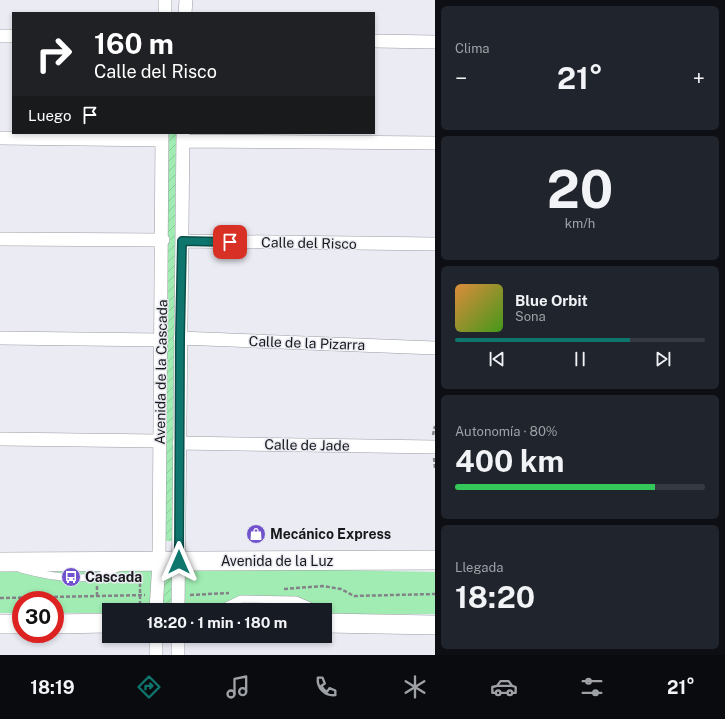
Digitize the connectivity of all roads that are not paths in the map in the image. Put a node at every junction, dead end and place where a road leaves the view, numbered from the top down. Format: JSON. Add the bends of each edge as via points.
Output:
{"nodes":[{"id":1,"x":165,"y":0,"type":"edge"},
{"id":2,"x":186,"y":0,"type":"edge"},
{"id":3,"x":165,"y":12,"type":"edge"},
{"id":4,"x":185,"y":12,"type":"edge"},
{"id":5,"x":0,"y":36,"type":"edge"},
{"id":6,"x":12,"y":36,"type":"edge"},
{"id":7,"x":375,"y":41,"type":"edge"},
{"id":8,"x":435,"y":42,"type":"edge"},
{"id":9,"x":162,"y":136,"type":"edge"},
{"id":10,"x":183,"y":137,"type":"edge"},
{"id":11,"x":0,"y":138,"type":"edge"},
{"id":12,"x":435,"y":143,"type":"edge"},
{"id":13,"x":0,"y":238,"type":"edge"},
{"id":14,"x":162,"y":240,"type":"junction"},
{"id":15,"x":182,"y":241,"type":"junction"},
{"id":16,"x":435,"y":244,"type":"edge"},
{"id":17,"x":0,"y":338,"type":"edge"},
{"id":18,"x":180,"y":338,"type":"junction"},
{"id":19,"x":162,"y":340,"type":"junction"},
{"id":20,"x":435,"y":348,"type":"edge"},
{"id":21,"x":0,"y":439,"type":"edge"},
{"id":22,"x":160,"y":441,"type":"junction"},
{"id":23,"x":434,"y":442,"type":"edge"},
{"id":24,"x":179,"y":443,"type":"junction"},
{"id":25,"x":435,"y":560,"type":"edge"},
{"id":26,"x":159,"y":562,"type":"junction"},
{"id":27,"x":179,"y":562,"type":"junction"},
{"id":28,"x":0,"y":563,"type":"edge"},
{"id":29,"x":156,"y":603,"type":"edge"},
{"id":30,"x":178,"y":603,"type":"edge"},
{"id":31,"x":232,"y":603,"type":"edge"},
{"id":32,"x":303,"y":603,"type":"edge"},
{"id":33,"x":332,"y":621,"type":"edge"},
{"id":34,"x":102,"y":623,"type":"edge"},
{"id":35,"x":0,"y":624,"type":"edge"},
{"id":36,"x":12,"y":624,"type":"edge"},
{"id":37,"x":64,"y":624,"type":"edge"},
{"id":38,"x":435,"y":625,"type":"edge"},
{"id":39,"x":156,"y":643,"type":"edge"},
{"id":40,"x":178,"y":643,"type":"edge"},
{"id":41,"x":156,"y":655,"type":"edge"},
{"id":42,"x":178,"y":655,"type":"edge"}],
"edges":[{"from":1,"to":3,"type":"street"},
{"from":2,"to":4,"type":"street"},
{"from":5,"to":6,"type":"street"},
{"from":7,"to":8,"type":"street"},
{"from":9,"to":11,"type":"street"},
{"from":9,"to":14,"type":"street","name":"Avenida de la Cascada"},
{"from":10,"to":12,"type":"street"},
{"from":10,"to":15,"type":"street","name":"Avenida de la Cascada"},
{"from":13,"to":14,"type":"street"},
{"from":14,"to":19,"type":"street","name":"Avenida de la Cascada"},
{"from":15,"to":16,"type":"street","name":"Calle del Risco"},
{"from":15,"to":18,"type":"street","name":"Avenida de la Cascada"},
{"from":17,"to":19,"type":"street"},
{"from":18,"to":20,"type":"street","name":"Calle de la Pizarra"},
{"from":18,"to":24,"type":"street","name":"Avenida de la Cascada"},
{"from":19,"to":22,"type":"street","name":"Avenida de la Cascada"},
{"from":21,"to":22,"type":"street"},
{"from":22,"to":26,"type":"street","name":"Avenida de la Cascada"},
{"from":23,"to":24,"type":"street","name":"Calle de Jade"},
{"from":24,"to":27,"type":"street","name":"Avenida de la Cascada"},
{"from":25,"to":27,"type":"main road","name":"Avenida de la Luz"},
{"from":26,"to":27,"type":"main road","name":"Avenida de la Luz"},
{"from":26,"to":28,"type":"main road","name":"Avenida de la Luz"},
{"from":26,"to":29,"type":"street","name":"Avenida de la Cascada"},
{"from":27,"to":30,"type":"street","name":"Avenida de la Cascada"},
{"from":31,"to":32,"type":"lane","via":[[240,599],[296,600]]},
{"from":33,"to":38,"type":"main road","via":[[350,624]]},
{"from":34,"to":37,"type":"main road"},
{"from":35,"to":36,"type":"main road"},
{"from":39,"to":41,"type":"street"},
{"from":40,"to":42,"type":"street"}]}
--
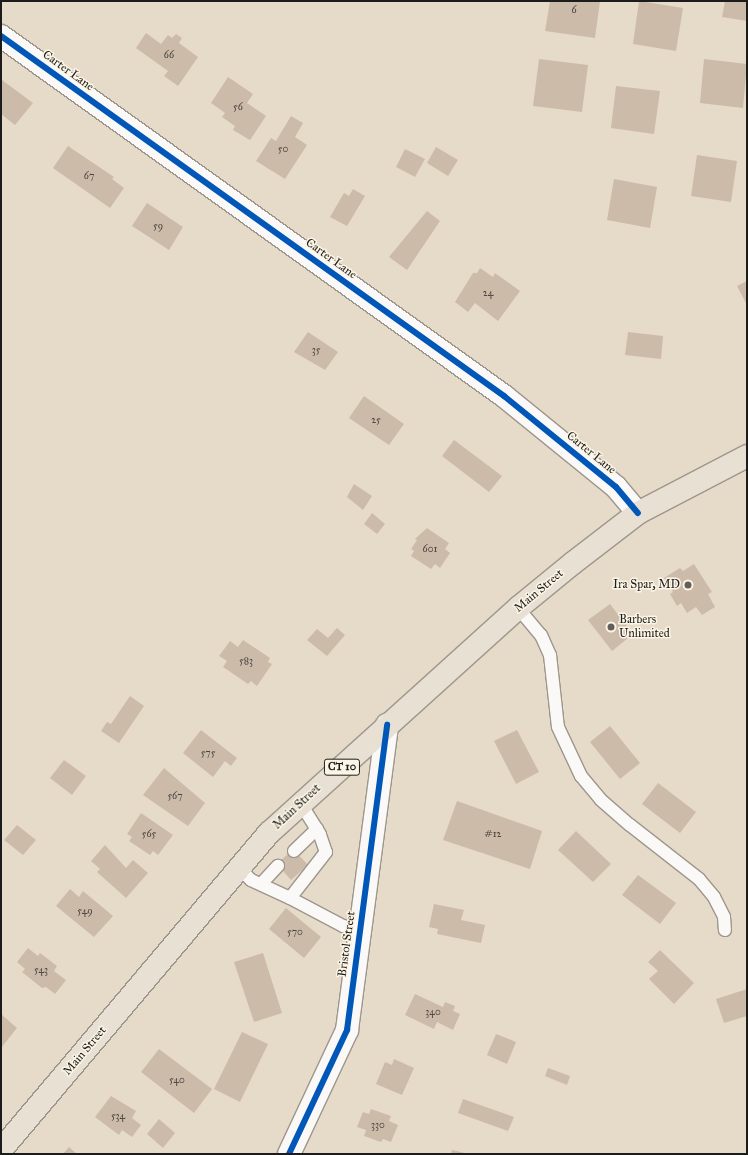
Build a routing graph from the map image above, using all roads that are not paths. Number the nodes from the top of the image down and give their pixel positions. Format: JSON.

*EXERCISE*. Filter the records for lines containing the word "roads" and copy each one.

*RESULT OF THIS EXERCISE*.
Digitize the connectivity of all roads that are not paths in the map in the image. Put a node at every junction, dead end and place where a road leaves the view, numbered from the top down. Format: JSON. Add the bends of each edge as via points.
Build a routing graph from the map image above, using all roads that are not paths. Number the nodes from the top of the image down and give their pixel positions. Format: JSON.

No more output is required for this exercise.